Where a line below holds the string "Continue", that line goes into the answer.

* * *

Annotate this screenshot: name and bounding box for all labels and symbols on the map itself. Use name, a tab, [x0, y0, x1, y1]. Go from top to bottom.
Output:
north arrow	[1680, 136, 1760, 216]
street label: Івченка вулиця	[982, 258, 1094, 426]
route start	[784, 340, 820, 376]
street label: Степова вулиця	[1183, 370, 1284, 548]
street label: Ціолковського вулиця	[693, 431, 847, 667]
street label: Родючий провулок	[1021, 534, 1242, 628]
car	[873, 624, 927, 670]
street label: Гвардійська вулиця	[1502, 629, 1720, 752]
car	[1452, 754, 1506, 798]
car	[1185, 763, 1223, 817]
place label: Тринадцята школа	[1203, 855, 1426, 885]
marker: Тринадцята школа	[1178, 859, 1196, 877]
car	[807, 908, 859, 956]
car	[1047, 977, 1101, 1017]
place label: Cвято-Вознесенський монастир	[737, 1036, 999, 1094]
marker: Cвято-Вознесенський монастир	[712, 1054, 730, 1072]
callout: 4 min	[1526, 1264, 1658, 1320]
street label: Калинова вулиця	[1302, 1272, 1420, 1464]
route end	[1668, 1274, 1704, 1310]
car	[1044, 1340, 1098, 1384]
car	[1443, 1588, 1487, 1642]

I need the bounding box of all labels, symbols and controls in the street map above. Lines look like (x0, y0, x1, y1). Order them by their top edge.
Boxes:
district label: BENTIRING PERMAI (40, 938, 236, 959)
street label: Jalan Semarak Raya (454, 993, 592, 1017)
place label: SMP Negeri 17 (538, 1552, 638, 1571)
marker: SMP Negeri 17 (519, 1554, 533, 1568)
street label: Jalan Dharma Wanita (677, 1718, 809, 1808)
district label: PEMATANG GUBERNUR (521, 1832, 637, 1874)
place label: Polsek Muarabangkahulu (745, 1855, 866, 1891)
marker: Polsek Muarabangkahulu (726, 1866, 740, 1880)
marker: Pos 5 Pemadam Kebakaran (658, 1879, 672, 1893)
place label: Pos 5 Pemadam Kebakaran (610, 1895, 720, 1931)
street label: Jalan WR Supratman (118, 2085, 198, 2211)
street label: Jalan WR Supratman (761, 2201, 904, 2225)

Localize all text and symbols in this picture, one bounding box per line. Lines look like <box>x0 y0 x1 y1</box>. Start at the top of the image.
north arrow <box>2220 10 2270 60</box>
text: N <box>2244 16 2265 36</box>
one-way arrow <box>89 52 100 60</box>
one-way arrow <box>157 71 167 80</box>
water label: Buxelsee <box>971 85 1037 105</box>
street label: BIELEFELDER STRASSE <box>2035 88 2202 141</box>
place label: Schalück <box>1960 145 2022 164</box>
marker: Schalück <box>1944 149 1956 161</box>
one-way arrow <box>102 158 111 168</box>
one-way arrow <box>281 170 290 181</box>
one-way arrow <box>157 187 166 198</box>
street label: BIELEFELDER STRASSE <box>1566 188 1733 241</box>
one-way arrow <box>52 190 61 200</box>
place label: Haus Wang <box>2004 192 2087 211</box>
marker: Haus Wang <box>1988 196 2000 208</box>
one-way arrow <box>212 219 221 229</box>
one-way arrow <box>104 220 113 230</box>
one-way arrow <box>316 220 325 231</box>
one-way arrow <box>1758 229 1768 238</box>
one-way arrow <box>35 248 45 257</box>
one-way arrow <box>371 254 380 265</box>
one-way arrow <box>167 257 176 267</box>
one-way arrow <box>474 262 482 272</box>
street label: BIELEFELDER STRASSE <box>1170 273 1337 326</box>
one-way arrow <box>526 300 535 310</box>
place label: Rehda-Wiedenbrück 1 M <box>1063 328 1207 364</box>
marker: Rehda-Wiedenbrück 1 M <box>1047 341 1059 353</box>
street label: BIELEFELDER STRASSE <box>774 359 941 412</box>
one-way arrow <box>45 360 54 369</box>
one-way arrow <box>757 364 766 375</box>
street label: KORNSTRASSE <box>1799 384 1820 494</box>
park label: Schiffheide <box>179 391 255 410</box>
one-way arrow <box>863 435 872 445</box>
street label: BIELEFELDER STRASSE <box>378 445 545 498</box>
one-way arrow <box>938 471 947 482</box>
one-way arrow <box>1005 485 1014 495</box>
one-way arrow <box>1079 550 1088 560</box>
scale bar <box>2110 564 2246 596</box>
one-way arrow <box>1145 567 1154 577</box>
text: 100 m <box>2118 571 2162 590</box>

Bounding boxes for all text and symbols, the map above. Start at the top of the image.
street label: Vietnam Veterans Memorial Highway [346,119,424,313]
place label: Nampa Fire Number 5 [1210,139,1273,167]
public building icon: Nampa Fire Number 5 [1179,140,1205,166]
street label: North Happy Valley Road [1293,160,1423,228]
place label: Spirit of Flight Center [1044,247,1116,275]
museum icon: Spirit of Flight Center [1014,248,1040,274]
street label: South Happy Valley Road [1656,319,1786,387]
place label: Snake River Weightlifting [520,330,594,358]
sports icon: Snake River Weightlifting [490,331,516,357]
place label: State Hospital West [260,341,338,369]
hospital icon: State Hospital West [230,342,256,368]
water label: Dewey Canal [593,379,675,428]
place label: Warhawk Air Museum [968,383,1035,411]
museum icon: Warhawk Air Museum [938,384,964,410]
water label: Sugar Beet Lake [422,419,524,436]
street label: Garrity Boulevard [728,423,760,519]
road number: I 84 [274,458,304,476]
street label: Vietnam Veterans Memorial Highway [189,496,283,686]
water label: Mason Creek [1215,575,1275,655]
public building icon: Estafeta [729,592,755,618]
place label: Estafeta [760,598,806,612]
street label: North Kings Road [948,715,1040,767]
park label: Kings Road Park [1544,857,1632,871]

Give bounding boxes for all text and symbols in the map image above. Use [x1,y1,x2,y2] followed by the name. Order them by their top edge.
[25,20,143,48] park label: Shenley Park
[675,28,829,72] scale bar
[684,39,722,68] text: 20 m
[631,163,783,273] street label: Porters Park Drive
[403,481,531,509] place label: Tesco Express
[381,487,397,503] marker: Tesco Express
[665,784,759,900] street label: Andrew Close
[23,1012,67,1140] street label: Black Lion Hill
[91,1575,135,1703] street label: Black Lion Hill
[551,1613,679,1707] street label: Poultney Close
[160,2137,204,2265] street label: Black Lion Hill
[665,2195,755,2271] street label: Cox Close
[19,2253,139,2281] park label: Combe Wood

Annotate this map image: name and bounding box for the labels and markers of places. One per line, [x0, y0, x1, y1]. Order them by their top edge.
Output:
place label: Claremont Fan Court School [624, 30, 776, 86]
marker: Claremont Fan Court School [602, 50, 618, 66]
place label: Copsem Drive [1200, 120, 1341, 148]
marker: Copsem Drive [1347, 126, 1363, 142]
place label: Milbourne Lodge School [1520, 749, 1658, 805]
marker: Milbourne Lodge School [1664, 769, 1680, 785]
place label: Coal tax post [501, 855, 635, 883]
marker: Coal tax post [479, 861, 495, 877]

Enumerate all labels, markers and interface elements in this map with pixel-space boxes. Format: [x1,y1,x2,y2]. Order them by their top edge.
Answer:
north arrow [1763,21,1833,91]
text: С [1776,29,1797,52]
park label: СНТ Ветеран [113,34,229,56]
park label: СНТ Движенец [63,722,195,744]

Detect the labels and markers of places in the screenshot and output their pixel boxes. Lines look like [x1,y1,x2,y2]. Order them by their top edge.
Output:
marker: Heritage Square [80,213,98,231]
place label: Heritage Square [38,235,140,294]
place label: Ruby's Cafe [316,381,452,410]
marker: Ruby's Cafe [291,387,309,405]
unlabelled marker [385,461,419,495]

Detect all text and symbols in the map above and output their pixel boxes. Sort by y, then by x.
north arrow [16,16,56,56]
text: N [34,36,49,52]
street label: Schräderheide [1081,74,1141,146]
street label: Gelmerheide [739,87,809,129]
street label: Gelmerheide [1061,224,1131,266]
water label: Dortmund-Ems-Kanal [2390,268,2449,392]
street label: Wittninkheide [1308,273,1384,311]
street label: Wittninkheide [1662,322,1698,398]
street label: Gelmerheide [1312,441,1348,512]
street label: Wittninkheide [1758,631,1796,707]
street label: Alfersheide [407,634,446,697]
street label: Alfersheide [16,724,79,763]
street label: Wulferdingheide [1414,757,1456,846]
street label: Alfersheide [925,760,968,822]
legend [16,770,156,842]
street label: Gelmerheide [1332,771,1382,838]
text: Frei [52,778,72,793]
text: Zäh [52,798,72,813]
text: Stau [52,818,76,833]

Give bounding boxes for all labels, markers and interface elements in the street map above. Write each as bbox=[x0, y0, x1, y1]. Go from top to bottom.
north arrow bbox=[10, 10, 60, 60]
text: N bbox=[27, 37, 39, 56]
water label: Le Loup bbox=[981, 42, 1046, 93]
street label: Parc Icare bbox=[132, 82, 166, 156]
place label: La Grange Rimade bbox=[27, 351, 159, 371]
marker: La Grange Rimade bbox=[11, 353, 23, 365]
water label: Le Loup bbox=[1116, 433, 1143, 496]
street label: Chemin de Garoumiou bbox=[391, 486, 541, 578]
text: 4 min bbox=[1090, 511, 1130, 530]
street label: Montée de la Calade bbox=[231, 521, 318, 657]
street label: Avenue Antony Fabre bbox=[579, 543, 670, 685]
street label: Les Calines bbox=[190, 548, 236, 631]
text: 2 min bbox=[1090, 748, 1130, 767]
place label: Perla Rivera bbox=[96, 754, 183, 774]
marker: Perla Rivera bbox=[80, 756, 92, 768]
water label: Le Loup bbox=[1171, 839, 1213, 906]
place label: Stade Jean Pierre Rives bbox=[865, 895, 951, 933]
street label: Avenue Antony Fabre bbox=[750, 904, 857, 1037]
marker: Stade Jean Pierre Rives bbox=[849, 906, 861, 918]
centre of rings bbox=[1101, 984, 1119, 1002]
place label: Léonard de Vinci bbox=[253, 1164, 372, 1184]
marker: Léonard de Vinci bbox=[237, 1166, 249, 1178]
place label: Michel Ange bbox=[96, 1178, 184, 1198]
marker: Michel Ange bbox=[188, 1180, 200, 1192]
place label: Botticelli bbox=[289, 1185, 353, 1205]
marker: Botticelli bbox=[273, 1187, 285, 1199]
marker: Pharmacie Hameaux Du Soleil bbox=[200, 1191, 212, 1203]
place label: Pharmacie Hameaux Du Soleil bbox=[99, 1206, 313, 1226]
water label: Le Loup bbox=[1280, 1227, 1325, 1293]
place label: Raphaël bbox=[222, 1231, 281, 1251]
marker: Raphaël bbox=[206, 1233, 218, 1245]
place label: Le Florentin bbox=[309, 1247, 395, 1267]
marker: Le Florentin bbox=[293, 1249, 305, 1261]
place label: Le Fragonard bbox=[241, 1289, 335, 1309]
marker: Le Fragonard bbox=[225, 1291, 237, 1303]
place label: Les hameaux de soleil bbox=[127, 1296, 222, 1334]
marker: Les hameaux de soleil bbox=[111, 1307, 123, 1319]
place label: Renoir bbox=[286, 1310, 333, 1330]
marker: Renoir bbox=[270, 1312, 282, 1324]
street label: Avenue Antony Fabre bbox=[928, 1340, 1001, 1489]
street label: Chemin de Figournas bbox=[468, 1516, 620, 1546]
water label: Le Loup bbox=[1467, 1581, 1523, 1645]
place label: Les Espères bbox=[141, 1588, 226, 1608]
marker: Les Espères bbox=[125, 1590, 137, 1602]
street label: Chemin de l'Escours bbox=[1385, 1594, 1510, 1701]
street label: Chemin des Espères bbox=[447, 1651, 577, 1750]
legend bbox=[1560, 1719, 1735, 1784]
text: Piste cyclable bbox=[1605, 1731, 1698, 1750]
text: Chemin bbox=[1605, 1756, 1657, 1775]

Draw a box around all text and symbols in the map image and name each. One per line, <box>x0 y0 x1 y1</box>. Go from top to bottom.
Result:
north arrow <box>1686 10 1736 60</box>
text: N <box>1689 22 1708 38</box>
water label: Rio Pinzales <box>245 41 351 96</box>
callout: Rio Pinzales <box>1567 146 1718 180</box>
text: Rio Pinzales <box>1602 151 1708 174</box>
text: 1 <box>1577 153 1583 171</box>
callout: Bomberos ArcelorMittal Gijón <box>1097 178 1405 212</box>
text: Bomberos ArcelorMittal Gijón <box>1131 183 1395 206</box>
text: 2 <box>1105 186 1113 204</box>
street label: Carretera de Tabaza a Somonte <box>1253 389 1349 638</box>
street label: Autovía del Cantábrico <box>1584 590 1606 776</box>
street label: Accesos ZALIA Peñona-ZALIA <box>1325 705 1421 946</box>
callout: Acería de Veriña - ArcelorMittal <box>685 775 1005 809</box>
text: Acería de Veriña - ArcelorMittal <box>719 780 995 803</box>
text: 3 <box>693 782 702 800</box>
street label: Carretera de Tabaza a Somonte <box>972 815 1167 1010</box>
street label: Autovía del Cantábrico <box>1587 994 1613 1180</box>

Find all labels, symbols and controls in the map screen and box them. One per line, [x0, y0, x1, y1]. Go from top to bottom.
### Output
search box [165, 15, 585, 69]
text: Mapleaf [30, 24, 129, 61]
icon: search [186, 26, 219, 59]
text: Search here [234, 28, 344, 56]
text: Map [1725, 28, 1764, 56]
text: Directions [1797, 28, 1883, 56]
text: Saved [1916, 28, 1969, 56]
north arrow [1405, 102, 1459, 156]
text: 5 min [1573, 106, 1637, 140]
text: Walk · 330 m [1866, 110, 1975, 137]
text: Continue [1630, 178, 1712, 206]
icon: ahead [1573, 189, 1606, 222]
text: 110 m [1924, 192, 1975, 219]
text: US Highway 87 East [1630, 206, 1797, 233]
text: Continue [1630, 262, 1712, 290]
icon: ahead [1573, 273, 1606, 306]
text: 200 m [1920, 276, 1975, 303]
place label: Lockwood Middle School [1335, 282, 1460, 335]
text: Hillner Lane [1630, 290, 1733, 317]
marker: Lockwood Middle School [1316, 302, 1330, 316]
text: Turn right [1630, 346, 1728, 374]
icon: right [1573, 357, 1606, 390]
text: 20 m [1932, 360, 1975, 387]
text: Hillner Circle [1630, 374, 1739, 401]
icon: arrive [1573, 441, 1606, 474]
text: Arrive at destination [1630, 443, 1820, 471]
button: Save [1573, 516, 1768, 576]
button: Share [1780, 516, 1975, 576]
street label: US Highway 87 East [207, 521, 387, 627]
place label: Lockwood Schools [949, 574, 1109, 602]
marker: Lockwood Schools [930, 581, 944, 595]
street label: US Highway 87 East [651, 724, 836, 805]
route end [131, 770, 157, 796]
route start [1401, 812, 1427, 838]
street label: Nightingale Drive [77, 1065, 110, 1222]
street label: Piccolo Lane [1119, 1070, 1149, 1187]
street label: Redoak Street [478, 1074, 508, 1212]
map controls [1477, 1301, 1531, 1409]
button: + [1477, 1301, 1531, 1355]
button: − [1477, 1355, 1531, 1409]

* * *

# [Expected output]
text: Continue [1630, 178, 1712, 206]
text: Continue [1630, 262, 1712, 290]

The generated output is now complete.